First 3D Commercial Web Game Powered By asm.js Unveiled

Mozilla

Play Monster Madness to see how it leverages asm.js, a supercharged subset of JavaScript and Web Port of Unreal Engine 3 for a slick, plugin-free multiplayer experience

Earlier this year, Mozilla and Epic Games showcased Unreal Engine 3 running in Firefox and other Web browsers using asm.js, Emscripten, and WebGL, showing the power of the Web as a  platform for gaming.  This demo caught the attention of  NomNom Games, a subsidiary of Trendy Entertainment, who was excited about the possibility of bringing their existing Unreal Engine 3-powered titles to the Web, without the need for plugins.

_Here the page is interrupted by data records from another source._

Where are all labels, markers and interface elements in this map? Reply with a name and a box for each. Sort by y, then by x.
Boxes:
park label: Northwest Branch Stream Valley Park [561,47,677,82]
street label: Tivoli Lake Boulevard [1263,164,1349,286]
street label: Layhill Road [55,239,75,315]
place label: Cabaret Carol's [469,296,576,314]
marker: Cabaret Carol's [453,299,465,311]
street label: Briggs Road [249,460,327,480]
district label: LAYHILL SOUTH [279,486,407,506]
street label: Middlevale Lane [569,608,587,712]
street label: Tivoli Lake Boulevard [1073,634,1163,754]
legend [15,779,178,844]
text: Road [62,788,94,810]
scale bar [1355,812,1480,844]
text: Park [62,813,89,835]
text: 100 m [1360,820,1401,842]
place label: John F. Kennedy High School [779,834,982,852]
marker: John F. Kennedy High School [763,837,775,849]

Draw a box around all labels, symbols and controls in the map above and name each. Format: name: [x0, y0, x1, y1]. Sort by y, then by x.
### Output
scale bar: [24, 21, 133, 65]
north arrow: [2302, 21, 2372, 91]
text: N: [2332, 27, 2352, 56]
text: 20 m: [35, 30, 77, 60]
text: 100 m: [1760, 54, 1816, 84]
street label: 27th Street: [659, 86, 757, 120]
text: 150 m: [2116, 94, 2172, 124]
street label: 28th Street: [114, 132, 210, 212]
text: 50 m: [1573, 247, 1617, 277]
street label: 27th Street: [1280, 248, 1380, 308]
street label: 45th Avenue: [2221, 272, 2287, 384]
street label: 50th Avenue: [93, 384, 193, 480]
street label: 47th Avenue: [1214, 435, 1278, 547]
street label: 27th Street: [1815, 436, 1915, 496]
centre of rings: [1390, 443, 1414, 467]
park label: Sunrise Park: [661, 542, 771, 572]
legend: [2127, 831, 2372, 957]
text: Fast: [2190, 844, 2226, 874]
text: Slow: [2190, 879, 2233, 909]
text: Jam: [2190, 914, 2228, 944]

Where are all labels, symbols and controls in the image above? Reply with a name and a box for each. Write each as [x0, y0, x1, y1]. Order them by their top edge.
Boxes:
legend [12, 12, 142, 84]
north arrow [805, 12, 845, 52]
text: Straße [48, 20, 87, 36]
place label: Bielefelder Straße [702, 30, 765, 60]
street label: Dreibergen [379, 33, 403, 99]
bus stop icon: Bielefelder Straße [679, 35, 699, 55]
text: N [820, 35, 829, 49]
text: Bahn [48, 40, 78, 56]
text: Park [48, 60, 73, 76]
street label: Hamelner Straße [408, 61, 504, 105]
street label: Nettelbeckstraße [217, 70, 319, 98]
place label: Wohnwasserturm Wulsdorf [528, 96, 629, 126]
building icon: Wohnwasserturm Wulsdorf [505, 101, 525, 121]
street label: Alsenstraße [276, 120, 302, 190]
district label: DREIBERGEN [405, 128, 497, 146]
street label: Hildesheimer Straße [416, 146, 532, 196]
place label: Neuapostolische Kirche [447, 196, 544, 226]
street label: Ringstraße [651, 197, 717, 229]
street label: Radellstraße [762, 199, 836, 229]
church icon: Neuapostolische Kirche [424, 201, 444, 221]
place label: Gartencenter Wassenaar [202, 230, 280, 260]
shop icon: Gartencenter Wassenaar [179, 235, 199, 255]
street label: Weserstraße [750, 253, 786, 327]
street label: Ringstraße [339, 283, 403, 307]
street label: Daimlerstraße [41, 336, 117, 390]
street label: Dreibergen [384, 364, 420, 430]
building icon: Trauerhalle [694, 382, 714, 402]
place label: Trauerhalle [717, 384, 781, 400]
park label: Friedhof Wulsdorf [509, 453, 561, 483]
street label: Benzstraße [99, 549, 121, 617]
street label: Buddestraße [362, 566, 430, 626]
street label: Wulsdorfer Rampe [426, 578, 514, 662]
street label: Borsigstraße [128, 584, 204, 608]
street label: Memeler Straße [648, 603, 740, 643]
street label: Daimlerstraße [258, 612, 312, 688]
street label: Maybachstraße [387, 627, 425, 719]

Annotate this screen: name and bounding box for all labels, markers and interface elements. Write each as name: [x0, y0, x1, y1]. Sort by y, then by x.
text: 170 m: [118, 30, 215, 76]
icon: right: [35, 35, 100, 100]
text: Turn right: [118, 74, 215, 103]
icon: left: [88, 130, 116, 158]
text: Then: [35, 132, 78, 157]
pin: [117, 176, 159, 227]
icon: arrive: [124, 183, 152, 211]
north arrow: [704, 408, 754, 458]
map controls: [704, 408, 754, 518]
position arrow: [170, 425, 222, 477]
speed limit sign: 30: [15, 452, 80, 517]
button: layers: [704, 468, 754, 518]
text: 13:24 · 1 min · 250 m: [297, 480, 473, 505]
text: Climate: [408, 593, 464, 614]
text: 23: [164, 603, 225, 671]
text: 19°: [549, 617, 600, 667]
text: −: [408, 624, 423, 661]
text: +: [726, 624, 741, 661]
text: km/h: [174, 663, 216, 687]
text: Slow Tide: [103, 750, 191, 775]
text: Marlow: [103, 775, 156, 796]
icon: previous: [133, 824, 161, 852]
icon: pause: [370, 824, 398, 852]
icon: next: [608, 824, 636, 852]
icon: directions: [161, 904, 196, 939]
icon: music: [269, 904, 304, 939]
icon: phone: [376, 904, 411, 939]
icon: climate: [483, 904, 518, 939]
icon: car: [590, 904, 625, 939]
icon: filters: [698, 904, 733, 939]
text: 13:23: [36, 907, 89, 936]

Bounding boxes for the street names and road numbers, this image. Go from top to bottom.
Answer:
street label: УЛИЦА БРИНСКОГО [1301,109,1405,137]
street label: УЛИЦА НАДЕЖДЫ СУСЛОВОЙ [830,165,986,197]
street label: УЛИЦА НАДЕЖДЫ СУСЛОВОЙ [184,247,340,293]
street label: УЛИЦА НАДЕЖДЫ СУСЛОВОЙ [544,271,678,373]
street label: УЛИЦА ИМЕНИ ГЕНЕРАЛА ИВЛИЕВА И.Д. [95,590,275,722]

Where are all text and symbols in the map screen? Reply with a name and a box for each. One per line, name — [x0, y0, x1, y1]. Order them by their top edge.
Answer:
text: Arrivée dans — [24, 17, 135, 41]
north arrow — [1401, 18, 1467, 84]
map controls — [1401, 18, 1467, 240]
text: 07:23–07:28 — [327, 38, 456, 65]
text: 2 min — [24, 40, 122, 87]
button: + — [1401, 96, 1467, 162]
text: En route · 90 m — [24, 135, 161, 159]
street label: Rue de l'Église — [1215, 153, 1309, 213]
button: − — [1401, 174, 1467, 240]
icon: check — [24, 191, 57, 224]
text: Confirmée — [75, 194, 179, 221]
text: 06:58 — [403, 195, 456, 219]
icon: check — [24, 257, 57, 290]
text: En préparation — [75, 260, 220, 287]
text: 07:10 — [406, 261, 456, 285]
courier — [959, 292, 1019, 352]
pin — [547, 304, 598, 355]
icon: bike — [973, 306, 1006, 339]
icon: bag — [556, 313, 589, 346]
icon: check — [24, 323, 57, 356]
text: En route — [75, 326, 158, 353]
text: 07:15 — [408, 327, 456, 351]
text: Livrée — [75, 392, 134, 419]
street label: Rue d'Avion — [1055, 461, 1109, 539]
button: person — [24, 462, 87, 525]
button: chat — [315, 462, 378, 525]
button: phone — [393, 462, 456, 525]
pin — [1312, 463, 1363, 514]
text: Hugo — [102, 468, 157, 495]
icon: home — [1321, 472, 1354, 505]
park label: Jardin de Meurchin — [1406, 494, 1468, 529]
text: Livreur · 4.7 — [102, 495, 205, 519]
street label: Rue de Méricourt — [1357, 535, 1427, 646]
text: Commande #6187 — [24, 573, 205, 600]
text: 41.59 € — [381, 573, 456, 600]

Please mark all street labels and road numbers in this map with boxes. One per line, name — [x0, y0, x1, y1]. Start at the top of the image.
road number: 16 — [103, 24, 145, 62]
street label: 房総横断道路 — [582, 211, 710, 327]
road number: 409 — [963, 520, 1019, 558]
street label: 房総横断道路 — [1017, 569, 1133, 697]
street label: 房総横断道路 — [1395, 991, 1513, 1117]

Within a week, with only minimal technical support from Epic and Mozilla, NomNom was able to get the code for Monster Madness up and running in Firefox, complete with multiplayer support.  Their experience led them to choose Mozilla-pioneered Emscripten and asm.js as a core part of their Web strategy.  Today, we’re excited to see their first product, Monster Madness, going into public Alpha.  You can try Monster Madness in Firefox, Chrome or Opera here, complete with multiplayer support. The HTML5 port of Monster Madness uses only standard Web technologies, and as such will run in any browser supporting the proper standards, leaving browsers vendors to compete on performance.  In our tests Firefox runs the game best, but try and compare for yourself!

We applaud when a developer shares their insights to help other developers find solutions to similar problems more quickly.  Jeremy Stieglitz, Trendy’s CTO, has written a blog post and provided a short video about their project.  Their experiences should help other developers gain insight into the advantages of the Emscripten+asm.js approach to bringing games to the Web.

Thanks to the Mozilla pioneered asm.js, it is now feasible to run code compiled from languages such as C and C++ on the Web, in a way that is compatible with all modern browsers.  Performance is good in all browsers, and is fast approaching that of native applications in browsers that optimize asm.js-style code like Firefox and Chrome. Mozilla has been focused on the games industry while developing Emscripten and asm.js and we are very excited to see the first commercial game make use of its speed and multi-browser compatibility.  We believe adoption will continue to grow and expand into other types of content aside from games. asm.js provides developers with a large range of options in terms of which languages they can use, while preserving performance as well as the portability and ease of deployment of the Web.

We’re very excited to see NomNom and Unreal Engine use these technologies to bring games to the Web, and we look forward to playing some multiplayer action! Try it out here.